## Work order
Copy all lines below containing "with".

Task data below:

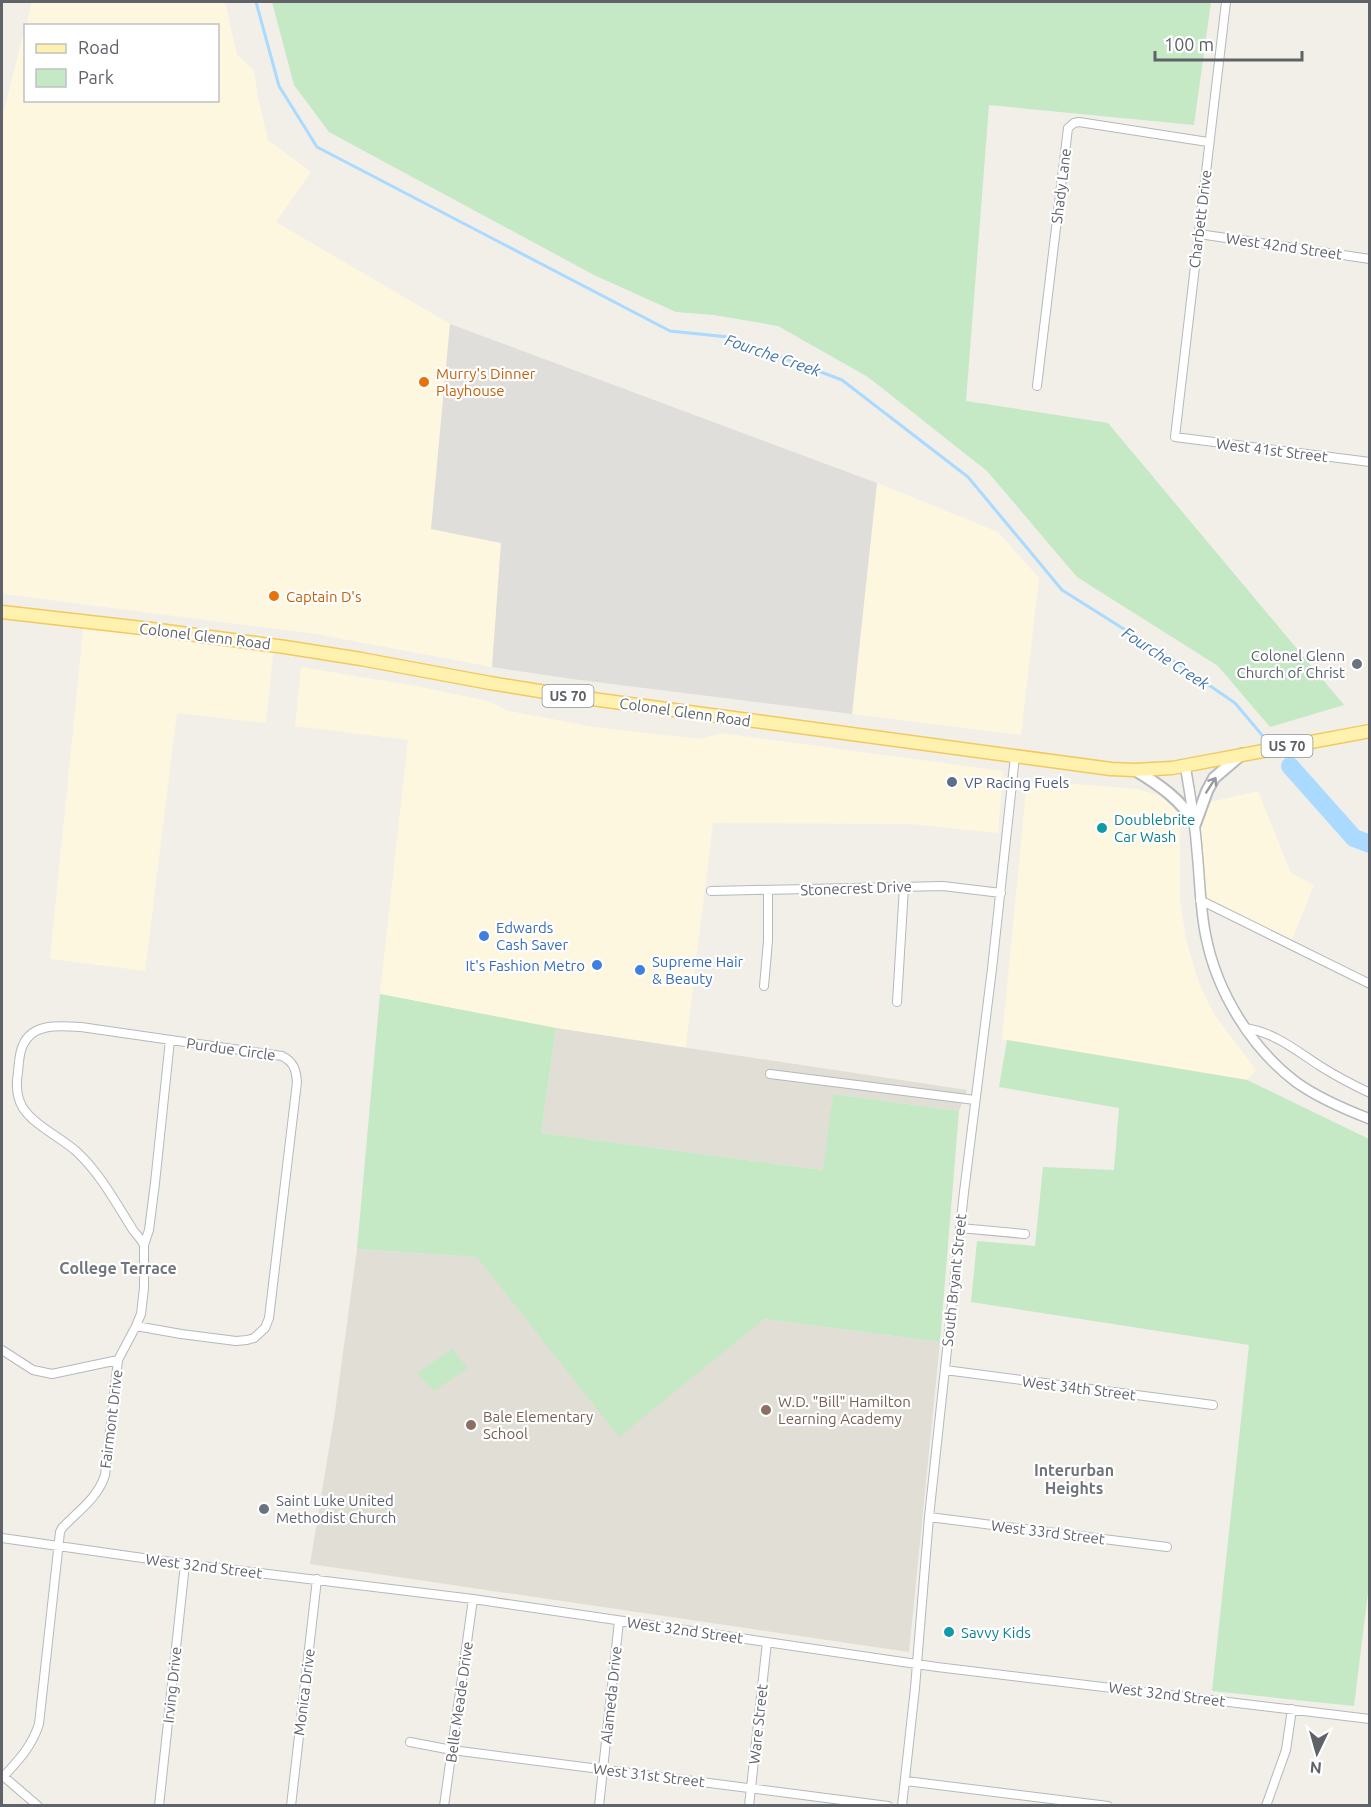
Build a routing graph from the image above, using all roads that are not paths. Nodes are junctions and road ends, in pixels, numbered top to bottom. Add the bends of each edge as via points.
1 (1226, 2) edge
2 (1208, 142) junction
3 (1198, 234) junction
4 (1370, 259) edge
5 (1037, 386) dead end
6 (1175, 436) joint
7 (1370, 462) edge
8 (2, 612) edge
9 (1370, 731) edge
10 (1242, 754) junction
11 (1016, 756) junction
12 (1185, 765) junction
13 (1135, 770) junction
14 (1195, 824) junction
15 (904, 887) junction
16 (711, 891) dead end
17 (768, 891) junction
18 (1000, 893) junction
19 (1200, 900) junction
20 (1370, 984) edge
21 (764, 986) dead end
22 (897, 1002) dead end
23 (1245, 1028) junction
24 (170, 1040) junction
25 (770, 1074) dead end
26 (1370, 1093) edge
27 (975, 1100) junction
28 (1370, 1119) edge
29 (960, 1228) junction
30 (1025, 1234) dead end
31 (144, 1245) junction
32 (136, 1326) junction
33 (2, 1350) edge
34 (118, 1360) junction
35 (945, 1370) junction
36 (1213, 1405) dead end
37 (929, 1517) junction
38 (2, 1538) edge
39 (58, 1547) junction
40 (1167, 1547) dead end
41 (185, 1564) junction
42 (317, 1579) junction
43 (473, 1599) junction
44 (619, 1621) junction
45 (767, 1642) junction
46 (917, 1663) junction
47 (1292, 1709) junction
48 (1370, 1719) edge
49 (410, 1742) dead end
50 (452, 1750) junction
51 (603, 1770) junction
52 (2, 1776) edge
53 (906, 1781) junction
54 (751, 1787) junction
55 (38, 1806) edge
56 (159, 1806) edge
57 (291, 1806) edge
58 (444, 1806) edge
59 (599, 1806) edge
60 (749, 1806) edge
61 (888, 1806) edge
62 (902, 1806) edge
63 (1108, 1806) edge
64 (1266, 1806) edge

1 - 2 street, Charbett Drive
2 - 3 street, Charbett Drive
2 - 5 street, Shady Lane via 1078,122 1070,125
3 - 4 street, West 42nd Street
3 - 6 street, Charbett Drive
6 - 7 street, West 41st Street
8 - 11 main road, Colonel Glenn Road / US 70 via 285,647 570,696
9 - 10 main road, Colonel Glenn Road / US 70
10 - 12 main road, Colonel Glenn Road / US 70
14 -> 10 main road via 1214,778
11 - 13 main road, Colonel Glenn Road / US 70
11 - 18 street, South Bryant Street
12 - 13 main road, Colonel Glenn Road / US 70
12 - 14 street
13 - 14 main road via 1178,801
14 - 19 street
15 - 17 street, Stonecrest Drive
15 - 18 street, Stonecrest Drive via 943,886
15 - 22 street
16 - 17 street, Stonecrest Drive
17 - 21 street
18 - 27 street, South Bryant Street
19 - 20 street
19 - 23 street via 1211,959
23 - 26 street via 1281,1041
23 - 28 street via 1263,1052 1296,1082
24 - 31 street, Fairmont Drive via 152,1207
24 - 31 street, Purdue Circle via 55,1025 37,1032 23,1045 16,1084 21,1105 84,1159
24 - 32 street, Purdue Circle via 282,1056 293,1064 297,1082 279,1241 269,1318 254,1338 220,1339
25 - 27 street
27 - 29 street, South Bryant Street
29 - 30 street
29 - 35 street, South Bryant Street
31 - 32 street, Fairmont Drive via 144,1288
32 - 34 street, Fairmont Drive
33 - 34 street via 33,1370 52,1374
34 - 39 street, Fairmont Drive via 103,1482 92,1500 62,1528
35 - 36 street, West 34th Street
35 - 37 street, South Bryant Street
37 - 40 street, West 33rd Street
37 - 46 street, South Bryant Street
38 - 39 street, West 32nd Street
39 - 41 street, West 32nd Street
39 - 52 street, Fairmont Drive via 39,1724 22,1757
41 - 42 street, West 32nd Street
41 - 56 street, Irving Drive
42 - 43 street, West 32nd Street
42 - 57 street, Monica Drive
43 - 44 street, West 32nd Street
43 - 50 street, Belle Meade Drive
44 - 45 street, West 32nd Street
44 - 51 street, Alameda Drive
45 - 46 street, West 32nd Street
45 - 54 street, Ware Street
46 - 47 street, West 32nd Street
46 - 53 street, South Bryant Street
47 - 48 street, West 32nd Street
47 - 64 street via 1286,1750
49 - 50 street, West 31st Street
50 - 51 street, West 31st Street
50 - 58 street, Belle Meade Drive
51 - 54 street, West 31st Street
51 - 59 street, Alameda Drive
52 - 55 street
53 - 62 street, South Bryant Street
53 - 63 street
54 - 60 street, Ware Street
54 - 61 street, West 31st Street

End of Task data.
Task data below:

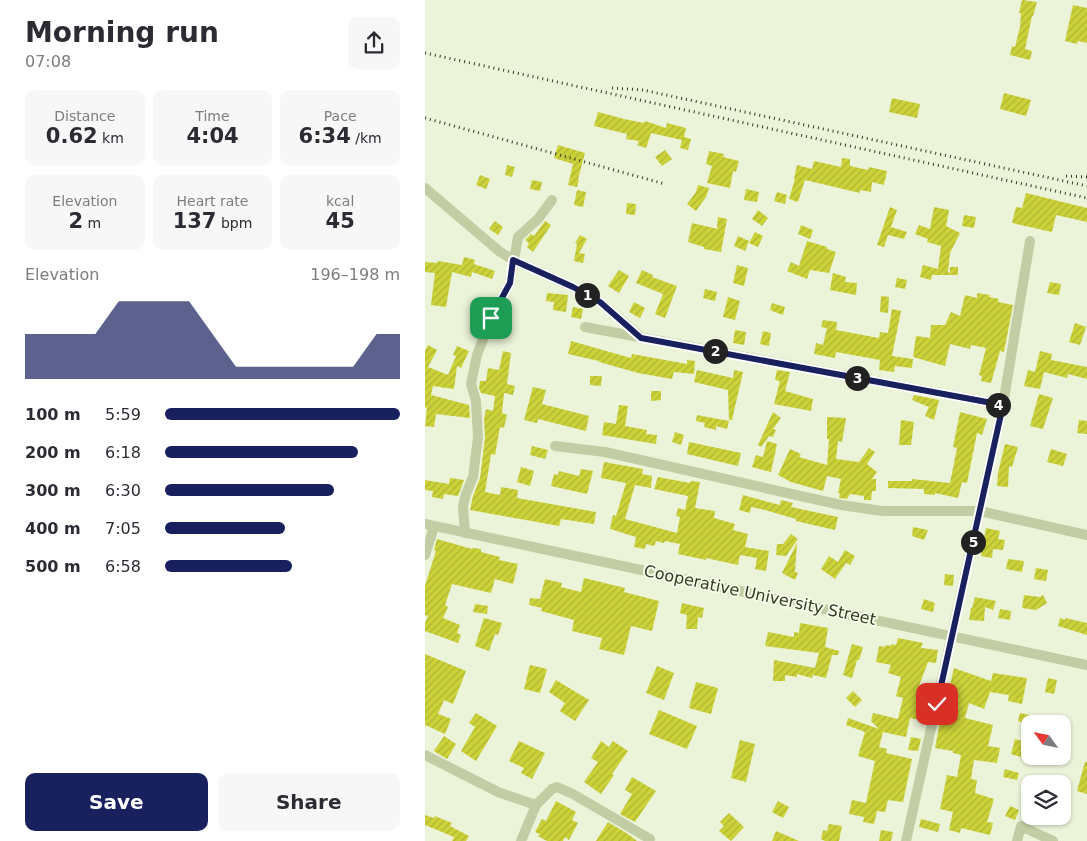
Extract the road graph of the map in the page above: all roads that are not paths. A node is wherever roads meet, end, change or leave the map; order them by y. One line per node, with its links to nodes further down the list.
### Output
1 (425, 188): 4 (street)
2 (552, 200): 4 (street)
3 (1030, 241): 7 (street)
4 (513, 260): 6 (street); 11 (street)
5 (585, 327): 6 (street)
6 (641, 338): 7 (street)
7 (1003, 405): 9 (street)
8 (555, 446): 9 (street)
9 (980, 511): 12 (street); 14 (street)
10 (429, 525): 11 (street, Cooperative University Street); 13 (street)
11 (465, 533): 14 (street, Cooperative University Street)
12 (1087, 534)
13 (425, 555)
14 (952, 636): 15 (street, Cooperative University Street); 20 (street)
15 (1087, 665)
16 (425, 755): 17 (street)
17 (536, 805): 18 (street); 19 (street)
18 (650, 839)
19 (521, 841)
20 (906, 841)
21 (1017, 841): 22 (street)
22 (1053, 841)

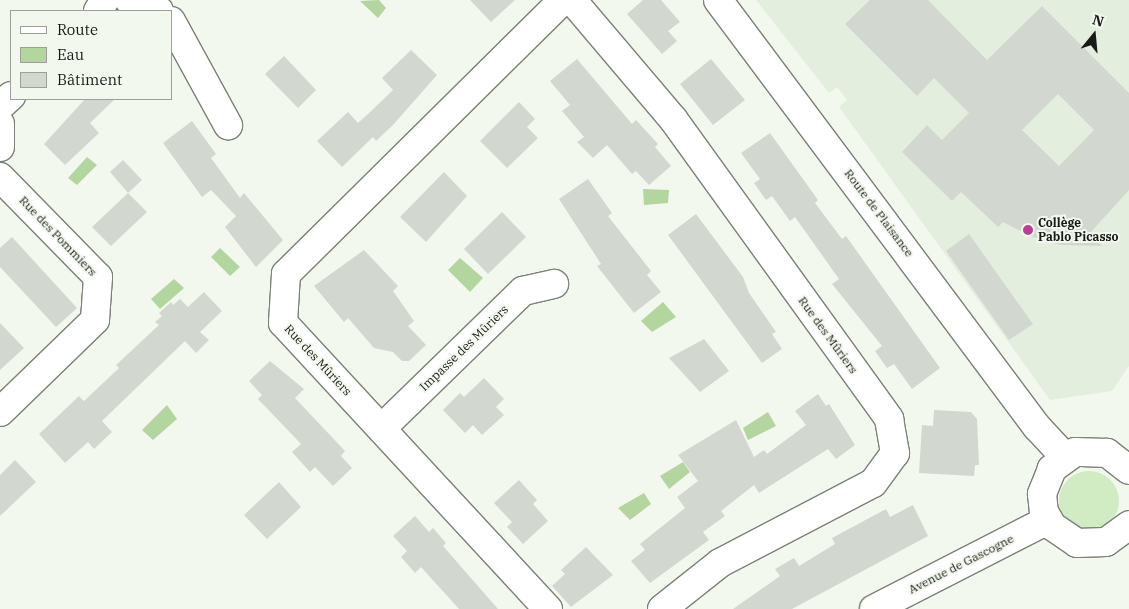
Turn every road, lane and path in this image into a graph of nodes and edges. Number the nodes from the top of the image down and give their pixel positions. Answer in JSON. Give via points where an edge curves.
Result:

End of Task data.
Task data below:

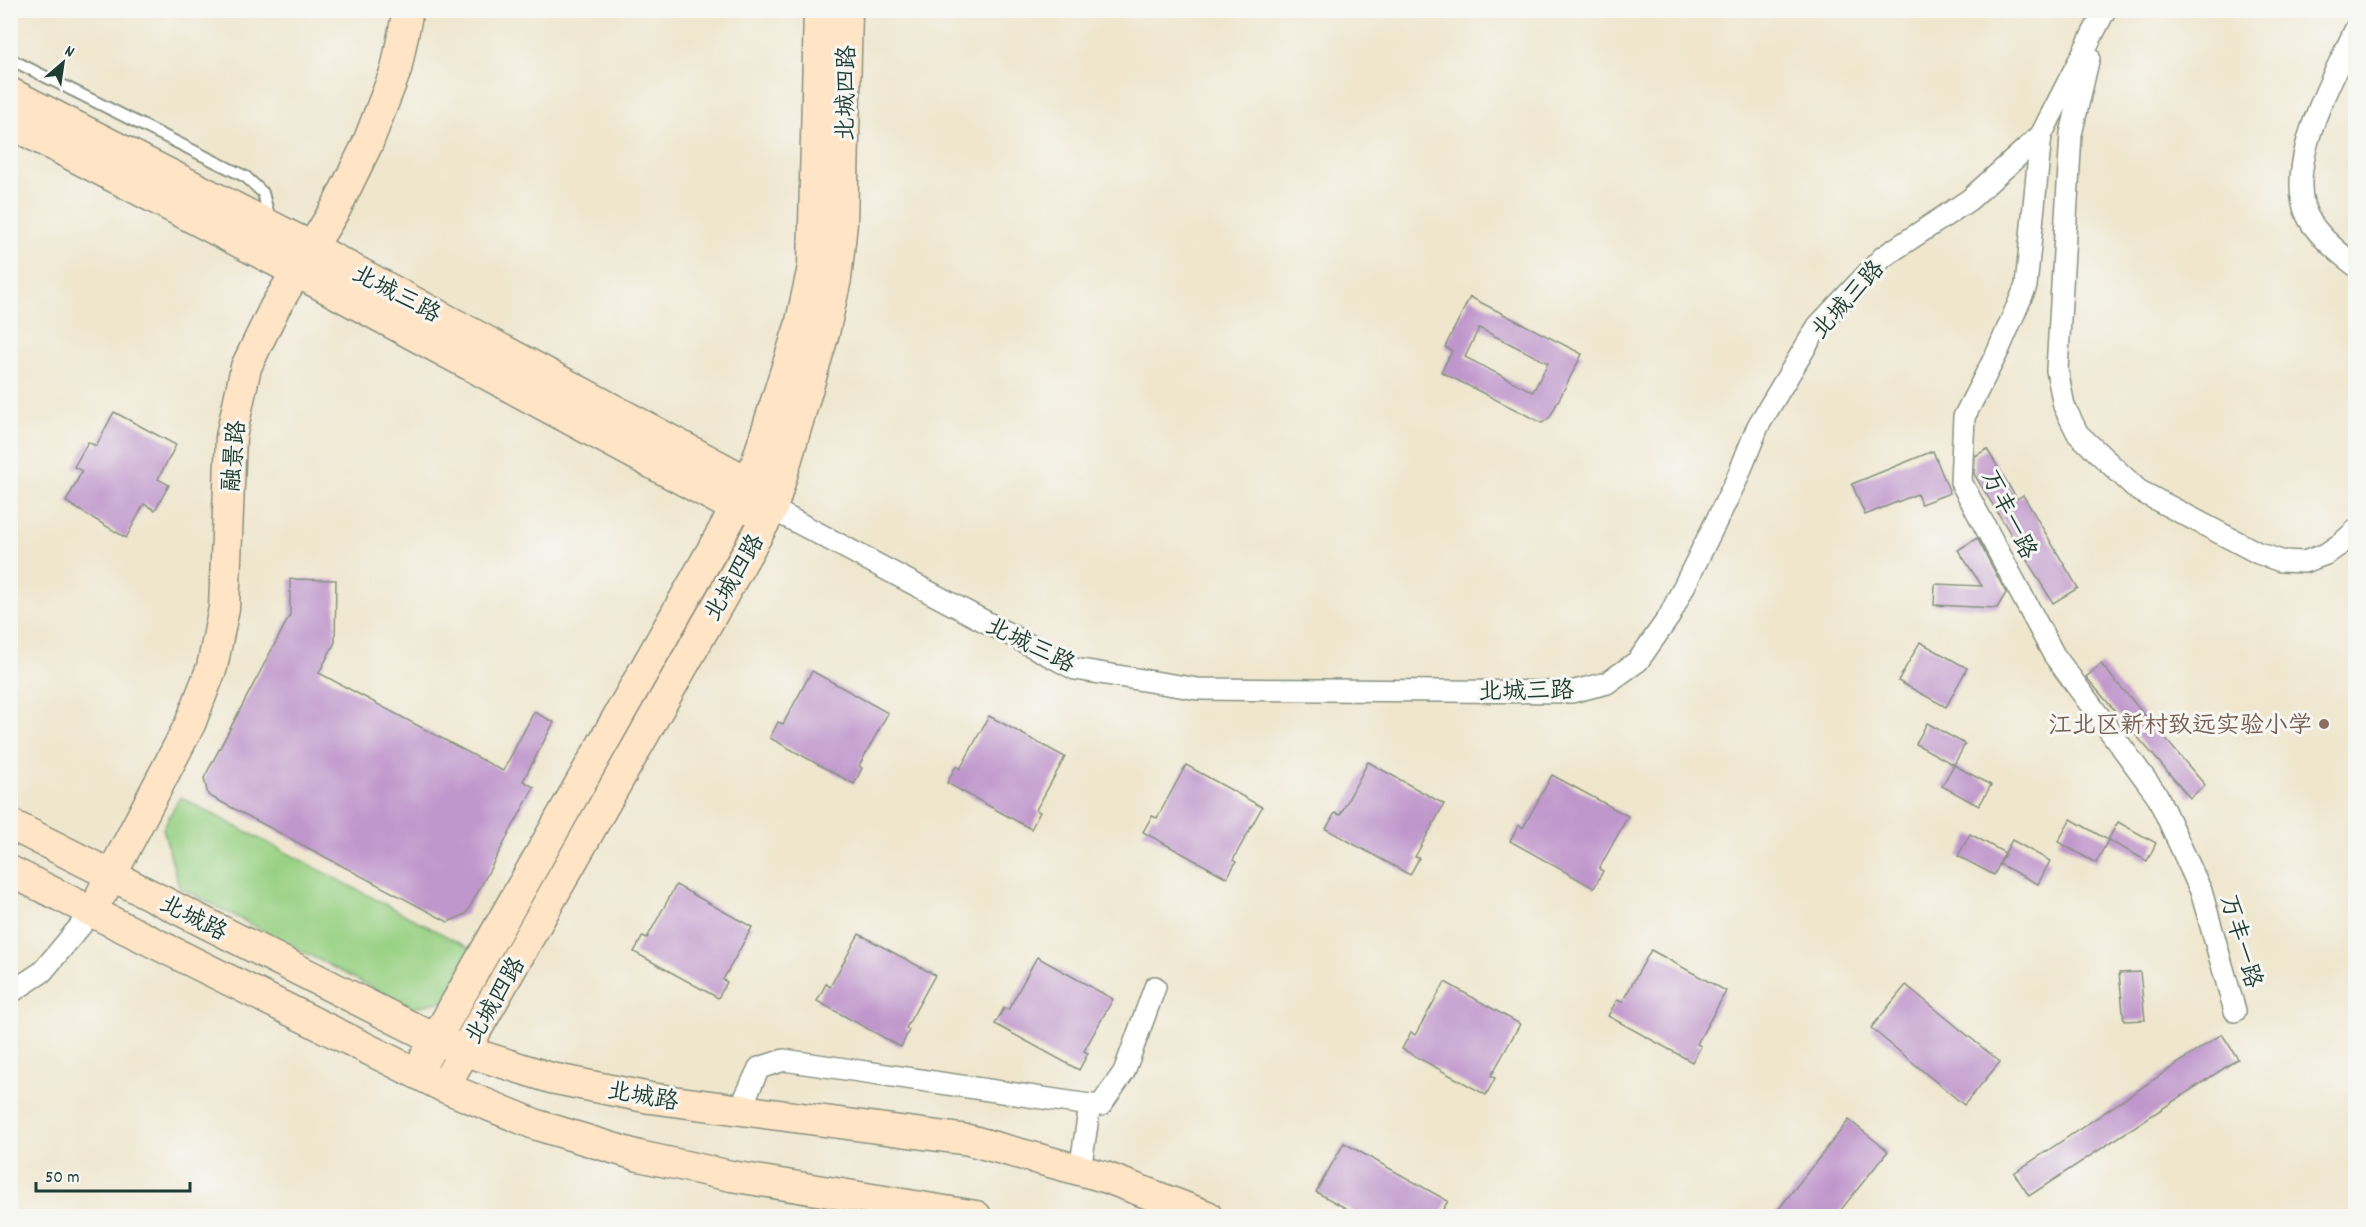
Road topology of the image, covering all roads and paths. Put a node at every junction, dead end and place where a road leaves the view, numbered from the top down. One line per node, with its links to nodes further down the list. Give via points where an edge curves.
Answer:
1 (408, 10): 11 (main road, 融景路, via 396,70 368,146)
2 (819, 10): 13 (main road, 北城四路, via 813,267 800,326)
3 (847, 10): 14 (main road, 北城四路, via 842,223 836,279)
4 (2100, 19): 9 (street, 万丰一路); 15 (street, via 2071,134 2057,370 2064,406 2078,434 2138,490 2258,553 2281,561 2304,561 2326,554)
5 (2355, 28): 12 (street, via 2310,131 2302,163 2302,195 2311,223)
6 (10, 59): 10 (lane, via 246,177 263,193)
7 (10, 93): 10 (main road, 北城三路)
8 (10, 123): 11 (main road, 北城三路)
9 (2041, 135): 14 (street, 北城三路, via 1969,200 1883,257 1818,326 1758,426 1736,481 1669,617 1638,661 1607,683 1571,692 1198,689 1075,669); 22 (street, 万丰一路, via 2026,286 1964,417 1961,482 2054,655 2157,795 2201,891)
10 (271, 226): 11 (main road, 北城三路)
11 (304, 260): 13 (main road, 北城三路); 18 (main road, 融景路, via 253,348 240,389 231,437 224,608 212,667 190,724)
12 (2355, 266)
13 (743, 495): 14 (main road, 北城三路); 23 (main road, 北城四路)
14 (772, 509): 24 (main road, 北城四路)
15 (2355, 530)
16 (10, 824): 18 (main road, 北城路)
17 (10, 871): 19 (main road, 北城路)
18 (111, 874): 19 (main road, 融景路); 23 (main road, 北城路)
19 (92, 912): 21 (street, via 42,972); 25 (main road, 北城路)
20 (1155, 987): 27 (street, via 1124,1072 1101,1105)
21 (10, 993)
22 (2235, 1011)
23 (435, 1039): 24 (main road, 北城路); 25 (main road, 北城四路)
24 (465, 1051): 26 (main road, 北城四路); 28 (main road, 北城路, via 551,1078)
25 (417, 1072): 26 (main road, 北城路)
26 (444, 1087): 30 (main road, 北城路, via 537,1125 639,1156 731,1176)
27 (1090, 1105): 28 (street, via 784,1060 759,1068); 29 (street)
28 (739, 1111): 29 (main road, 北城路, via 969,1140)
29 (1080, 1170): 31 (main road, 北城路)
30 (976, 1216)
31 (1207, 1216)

End of Task data.

## Expected answer
Extract the road graph of the map in the page above: all roads that are not paths. A node is wherever roads meet, end, change or leave the map; order them by y. One line per node, with its links to nodes further down the list.
Road topology of the image, covering all roads and paths. Put a node at every junction, dead end and place where a road leaves the view, numbered from the top down. One line per node, with its links to nodes further down the list. Give via points where an edge curves.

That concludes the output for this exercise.